Count every line in the data below where the word "down" appears, then state only that count.
══════════
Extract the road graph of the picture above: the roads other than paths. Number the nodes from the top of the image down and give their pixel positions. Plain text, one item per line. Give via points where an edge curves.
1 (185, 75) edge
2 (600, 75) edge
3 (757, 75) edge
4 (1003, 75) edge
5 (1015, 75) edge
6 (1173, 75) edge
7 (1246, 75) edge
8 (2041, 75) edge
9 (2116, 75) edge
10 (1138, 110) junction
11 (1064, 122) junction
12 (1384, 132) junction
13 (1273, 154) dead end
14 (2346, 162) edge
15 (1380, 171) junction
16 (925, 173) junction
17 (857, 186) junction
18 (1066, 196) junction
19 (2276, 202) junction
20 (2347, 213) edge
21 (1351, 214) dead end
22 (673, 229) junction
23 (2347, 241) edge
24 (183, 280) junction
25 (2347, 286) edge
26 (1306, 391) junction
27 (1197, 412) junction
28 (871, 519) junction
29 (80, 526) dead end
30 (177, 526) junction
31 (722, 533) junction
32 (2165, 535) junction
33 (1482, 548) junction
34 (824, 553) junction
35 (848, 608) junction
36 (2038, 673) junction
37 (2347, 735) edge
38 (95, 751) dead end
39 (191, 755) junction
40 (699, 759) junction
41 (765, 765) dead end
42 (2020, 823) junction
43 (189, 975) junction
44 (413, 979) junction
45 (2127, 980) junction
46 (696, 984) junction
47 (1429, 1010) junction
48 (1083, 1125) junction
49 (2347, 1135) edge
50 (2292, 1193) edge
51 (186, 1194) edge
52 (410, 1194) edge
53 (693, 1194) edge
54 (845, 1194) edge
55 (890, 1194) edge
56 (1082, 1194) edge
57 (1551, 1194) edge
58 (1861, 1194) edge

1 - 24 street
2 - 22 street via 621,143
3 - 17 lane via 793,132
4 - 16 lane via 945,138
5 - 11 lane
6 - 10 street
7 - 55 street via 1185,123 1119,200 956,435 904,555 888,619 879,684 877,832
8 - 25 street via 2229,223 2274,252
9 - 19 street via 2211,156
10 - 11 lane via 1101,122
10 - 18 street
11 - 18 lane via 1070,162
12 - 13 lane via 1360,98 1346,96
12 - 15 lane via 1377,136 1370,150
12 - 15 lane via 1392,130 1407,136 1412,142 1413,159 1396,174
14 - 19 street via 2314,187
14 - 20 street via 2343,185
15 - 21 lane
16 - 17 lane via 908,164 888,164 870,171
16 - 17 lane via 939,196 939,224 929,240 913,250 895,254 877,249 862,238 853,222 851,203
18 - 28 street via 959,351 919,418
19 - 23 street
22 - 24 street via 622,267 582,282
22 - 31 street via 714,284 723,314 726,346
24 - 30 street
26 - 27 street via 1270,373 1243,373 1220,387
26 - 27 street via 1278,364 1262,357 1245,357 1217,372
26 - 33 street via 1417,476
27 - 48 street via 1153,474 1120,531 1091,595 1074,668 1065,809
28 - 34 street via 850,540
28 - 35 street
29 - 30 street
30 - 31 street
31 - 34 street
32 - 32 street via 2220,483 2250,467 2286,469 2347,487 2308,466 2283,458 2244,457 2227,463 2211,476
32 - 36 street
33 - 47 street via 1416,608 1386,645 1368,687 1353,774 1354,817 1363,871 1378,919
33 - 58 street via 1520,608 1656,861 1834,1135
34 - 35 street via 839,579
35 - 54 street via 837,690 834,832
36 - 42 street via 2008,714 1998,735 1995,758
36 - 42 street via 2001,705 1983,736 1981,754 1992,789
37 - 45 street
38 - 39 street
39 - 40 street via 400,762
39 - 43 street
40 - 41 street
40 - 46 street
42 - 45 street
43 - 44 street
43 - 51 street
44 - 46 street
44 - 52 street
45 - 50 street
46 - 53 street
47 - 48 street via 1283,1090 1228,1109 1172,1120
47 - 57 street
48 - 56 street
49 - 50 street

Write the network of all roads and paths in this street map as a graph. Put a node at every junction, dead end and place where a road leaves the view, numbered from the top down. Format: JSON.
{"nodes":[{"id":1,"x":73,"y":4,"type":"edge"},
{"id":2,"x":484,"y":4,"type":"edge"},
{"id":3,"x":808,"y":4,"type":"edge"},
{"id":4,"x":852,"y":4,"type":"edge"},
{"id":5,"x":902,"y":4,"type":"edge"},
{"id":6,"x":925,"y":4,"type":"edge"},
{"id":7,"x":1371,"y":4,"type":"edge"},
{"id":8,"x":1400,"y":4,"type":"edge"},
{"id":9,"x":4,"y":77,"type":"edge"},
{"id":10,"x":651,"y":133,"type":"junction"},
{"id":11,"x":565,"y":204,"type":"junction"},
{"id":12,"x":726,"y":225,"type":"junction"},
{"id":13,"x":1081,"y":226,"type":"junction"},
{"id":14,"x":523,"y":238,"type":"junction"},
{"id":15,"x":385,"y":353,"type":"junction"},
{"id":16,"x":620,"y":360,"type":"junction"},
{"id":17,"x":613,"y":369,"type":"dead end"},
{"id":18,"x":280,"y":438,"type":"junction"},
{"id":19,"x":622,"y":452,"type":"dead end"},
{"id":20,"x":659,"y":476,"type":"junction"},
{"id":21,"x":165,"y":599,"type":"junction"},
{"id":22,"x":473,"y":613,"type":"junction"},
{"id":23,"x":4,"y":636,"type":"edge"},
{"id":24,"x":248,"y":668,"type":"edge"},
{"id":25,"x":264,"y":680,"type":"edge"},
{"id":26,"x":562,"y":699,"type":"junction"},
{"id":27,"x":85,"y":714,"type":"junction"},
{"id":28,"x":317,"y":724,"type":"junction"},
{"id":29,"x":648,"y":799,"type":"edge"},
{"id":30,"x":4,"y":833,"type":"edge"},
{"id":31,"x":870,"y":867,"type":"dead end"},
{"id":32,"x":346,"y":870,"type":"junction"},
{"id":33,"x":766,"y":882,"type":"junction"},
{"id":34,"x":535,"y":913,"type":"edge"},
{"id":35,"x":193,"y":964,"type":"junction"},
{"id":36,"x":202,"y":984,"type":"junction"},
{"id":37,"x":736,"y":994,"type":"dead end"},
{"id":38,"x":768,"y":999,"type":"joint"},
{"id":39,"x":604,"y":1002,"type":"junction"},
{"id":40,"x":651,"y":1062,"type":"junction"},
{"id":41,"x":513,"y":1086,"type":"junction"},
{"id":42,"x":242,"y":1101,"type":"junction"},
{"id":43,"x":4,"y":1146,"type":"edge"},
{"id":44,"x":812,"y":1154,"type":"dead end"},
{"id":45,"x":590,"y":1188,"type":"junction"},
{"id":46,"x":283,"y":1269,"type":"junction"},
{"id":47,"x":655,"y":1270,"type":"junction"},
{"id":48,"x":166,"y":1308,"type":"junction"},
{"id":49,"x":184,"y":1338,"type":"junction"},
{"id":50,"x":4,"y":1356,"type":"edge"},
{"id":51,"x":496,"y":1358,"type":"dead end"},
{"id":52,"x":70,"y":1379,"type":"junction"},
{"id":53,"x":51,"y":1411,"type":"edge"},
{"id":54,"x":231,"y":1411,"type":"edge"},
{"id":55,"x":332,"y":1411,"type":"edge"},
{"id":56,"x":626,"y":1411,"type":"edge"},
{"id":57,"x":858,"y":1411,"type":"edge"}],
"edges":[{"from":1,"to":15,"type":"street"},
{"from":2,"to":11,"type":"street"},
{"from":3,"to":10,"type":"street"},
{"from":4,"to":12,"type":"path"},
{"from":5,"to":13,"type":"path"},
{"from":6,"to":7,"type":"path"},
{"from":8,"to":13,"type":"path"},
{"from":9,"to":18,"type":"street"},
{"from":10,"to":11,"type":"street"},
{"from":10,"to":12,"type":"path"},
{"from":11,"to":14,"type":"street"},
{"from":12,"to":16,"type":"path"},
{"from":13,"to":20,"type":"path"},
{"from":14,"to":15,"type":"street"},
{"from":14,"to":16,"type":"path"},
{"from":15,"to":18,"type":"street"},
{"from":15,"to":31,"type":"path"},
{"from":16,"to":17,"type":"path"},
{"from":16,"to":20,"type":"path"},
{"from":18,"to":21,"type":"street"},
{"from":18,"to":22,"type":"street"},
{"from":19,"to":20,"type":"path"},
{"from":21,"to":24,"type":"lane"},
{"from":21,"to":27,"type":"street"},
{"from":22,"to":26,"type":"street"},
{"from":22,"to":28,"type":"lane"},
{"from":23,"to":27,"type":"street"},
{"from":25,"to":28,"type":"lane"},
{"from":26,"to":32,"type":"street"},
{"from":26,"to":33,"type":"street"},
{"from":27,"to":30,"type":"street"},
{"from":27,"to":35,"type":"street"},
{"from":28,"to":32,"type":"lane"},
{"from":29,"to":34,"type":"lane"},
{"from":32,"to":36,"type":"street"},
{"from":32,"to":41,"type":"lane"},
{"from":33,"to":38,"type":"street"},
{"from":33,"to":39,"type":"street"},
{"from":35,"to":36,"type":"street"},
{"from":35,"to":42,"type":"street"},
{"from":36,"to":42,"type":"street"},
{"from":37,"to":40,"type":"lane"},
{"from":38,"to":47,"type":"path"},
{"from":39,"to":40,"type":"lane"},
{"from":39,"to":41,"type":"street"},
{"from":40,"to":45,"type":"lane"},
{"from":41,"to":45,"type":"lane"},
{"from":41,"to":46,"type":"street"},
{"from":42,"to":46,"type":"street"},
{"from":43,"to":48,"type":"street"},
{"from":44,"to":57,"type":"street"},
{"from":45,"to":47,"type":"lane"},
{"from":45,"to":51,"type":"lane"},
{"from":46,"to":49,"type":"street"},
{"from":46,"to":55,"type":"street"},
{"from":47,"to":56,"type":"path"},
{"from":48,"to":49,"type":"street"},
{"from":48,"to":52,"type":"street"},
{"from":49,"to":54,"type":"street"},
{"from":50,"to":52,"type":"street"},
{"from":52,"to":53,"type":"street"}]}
══════════
» Expected answer: 2